(Records from a data source)
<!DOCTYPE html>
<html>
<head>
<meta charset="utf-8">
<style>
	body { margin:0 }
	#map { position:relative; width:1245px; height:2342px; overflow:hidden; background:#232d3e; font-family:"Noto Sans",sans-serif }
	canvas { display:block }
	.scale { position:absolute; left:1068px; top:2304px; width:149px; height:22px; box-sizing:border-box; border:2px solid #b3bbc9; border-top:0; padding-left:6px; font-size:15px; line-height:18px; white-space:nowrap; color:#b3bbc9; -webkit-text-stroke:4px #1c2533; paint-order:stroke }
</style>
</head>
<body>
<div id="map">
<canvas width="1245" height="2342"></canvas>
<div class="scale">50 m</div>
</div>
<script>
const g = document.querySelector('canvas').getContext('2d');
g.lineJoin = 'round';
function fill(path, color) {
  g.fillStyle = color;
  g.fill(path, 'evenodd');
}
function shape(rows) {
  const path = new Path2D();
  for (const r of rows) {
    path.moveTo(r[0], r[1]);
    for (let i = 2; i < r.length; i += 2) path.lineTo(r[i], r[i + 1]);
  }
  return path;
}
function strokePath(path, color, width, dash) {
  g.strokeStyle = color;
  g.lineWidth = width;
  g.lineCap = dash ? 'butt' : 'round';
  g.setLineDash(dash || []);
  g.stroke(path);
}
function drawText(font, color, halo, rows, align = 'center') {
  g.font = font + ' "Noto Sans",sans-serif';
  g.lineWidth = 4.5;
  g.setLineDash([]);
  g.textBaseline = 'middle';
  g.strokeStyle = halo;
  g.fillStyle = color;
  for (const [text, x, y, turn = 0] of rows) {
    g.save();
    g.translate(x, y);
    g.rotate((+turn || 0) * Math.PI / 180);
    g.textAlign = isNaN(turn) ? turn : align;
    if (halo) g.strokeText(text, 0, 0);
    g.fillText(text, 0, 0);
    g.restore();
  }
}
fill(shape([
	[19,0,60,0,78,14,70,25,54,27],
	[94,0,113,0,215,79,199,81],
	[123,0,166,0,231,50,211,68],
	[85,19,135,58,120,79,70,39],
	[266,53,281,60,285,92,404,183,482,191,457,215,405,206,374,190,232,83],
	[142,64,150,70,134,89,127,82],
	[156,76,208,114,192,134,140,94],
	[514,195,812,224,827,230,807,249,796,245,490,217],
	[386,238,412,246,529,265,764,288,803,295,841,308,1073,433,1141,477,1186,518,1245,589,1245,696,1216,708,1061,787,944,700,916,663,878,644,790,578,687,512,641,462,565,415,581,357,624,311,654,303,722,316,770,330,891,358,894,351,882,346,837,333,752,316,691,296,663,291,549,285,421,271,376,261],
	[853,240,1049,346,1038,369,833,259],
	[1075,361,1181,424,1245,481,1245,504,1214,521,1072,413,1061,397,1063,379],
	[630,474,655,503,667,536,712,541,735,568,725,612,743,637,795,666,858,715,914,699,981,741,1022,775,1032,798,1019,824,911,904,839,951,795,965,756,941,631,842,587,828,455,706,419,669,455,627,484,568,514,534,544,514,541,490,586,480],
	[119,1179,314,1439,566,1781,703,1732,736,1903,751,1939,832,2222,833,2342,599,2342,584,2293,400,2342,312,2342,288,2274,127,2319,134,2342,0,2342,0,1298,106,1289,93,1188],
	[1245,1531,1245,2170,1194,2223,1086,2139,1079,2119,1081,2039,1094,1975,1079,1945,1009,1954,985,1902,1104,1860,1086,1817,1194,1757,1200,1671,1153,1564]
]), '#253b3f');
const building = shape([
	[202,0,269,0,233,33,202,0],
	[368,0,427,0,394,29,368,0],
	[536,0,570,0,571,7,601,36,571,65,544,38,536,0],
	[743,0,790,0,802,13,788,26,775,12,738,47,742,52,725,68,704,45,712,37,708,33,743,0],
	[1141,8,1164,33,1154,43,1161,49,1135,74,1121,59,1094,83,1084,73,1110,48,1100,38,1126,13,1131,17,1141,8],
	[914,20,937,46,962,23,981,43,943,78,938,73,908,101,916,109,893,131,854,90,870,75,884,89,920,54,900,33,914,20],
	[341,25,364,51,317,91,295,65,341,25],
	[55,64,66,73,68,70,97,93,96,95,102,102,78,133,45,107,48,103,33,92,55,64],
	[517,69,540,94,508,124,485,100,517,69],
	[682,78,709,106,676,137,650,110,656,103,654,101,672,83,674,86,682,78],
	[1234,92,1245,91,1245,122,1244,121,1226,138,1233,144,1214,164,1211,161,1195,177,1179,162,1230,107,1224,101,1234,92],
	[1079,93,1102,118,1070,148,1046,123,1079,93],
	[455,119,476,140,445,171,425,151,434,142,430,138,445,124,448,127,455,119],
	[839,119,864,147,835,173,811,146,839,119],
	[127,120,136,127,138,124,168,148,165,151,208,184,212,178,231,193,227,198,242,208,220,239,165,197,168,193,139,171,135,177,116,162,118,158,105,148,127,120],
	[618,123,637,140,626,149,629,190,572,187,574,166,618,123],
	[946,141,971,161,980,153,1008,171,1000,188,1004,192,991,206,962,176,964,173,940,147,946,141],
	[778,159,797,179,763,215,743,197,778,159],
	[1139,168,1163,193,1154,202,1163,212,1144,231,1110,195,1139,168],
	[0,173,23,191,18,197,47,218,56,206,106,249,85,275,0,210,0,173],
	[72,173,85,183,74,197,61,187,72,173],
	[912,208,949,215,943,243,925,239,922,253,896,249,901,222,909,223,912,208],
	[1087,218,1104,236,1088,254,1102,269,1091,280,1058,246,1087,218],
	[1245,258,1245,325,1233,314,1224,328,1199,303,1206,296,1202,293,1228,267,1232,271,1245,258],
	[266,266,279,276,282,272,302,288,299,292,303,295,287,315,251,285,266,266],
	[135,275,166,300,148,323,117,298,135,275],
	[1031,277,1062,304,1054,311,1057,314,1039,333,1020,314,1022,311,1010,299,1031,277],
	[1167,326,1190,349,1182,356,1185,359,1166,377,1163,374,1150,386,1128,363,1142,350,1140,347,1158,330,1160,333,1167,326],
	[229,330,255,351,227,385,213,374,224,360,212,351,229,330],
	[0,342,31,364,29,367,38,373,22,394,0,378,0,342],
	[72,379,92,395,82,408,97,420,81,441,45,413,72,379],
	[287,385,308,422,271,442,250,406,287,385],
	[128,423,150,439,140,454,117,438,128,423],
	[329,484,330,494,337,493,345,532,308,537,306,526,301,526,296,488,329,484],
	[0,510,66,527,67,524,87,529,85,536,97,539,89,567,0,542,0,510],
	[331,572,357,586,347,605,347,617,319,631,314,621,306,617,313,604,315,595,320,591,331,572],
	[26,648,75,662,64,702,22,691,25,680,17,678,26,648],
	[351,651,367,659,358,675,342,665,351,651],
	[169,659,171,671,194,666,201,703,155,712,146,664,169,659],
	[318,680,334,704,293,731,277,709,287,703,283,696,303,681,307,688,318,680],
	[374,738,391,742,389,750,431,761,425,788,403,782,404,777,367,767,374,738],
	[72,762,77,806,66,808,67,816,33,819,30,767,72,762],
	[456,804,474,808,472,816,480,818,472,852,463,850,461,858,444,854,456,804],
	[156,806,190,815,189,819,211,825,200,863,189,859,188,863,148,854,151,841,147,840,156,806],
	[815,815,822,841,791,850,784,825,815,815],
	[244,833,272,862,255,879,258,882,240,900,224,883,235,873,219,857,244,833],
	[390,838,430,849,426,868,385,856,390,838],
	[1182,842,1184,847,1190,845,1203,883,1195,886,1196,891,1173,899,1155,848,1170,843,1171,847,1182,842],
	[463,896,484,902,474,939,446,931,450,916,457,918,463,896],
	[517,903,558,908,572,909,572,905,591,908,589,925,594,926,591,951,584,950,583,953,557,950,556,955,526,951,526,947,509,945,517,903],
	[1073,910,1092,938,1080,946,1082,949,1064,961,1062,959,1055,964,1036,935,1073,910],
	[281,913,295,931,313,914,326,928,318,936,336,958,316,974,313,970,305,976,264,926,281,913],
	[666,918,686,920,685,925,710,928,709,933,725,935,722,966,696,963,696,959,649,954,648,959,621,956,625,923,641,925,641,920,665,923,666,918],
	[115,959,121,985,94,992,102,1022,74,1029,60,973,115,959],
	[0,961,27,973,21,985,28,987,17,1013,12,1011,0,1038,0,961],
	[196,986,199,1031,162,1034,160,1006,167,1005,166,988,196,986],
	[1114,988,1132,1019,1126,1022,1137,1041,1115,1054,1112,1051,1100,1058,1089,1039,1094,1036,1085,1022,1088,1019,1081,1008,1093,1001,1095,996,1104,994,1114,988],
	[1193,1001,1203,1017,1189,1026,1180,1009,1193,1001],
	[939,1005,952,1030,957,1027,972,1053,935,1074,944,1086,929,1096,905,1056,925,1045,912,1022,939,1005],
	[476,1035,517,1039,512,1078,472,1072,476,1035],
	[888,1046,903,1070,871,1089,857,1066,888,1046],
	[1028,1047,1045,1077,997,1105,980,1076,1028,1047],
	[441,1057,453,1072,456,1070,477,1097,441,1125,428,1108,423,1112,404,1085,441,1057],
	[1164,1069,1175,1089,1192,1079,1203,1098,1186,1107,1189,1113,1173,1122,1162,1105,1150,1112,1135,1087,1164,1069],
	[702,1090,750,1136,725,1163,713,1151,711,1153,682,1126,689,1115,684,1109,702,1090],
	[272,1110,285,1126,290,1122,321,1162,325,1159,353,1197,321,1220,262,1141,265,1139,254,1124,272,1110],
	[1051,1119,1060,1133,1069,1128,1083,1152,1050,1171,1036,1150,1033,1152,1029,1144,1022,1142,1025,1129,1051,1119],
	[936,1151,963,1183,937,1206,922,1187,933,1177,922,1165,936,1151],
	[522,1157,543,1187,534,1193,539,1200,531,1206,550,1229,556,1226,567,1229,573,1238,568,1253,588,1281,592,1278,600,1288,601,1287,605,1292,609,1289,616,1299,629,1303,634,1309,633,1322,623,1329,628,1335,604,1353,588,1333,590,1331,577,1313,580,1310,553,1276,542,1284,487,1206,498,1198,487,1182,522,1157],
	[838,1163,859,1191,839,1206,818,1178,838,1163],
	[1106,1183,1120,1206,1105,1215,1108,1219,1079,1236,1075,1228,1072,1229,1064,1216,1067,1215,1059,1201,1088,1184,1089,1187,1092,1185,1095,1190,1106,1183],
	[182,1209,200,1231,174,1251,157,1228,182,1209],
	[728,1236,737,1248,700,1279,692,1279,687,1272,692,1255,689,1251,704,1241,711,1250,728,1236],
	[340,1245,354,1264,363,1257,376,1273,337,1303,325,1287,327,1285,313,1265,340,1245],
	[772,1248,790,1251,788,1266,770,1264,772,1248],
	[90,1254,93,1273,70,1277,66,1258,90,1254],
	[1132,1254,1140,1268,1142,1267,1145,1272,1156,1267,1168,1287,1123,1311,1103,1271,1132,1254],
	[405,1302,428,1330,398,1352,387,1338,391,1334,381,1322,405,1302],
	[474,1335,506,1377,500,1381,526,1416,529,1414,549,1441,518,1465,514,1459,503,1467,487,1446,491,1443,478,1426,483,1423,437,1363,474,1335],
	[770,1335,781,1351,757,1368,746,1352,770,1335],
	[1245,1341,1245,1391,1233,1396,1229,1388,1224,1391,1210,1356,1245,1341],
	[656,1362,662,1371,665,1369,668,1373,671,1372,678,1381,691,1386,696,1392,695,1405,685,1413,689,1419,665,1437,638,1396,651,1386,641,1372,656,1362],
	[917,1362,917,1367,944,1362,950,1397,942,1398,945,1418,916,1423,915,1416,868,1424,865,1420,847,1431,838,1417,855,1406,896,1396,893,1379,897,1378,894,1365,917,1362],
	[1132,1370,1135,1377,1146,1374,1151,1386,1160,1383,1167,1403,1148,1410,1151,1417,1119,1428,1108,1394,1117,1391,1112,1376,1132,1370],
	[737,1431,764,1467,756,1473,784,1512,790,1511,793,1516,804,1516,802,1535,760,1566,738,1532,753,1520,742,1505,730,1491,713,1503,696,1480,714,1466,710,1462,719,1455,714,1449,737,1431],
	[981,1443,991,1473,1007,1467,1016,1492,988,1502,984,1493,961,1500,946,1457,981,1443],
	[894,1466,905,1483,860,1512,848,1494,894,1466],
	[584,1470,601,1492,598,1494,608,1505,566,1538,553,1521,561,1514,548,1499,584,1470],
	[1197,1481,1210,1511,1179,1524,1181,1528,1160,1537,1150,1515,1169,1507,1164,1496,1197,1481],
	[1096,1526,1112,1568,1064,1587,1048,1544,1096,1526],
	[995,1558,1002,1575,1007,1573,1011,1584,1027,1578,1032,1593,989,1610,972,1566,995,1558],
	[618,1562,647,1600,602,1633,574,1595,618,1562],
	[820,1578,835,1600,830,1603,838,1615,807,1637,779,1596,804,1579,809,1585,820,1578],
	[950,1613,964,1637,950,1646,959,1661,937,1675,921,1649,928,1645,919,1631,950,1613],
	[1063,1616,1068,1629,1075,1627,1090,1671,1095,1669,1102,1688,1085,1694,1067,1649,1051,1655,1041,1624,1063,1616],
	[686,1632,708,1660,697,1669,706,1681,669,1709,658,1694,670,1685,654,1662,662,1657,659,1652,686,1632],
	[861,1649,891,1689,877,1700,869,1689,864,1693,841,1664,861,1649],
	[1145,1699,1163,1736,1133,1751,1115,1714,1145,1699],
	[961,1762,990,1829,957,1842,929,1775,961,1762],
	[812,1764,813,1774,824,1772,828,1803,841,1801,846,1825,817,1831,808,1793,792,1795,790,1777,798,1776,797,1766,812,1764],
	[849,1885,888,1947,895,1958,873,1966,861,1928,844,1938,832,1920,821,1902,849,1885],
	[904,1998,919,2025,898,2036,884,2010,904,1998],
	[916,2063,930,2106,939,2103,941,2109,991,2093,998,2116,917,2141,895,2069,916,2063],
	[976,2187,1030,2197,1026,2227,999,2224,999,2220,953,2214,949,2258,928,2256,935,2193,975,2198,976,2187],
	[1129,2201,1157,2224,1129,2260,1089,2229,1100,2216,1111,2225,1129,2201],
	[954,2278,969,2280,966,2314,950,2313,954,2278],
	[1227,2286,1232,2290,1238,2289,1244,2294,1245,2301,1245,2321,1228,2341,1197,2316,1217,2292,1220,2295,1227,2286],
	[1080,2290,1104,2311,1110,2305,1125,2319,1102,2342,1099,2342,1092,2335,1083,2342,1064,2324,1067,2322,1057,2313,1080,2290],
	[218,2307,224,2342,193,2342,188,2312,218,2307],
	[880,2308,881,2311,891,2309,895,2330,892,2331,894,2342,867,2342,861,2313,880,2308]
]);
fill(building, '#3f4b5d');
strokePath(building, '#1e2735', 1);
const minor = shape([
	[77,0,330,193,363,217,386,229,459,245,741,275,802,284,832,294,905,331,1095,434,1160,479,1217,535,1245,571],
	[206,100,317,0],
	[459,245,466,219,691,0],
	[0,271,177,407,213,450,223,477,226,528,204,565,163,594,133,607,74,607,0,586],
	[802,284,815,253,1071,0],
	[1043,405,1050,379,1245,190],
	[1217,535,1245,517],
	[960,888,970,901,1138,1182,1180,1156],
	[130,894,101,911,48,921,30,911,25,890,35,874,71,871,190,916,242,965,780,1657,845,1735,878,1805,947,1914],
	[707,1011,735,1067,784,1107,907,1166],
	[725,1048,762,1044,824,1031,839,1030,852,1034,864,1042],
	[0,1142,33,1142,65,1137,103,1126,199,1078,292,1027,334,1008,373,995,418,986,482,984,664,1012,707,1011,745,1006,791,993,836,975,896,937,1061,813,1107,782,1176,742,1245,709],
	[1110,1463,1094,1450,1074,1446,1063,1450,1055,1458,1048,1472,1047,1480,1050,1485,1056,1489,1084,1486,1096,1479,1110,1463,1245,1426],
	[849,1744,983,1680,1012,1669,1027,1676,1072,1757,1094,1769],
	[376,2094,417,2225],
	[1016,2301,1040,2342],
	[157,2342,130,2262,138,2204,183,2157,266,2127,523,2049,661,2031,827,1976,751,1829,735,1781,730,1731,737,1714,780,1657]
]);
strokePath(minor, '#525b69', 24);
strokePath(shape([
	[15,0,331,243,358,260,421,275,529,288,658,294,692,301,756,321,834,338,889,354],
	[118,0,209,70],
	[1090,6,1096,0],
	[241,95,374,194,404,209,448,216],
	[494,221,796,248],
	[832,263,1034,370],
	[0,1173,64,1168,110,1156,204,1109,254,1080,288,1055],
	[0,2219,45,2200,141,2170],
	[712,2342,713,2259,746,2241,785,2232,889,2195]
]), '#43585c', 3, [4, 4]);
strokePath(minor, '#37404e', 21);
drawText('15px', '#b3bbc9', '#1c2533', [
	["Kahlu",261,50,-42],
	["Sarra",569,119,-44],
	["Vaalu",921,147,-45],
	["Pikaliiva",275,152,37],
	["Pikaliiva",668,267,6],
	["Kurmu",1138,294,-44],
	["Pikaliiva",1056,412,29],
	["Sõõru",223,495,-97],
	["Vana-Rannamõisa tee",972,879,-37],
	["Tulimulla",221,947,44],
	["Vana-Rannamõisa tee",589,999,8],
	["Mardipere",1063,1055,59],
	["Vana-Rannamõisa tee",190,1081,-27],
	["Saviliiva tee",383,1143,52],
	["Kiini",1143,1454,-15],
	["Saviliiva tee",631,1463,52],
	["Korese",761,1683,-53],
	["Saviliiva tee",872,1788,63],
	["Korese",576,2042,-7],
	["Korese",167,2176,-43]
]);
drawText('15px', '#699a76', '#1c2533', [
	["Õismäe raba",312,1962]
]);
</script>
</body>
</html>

> _WORK ORDER_
Reproduce exactly the line that contains "[712,2342,713,2259,746,2241,785,2232,889,2195]" together with each line after it to the end of the entries; include no other lines.

> _ANSWER SECTION_
	[712,2342,713,2259,746,2241,785,2232,889,2195]
]), '#43585c', 3, [4, 4]);
strokePath(minor, '#37404e', 21);
drawText('15px', '#b3bbc9', '#1c2533', [
	["Kahlu",261,50,-42],
	["Sarra",569,119,-44],
	["Vaalu",921,147,-45],
	["Pikaliiva",275,152,37],
	["Pikaliiva",668,267,6],
	["Kurmu",1138,294,-44],
	["Pikaliiva",1056,412,29],
	["Sõõru",223,495,-97],
	["Vana-Rannamõisa tee",972,879,-37],
	["Tulimulla",221,947,44],
	["Vana-Rannamõisa tee",589,999,8],
	["Mardipere",1063,1055,59],
	["Vana-Rannamõisa tee",190,1081,-27],
	["Saviliiva tee",383,1143,52],
	["Kiini",1143,1454,-15],
	["Saviliiva tee",631,1463,52],
	["Korese",761,1683,-53],
	["Saviliiva tee",872,1788,63],
	["Korese",576,2042,-7],
	["Korese",167,2176,-43]
]);
drawText('15px', '#699a76', '#1c2533', [
	["Õismäe raba",312,1962]
]);
</script>
</body>
</html>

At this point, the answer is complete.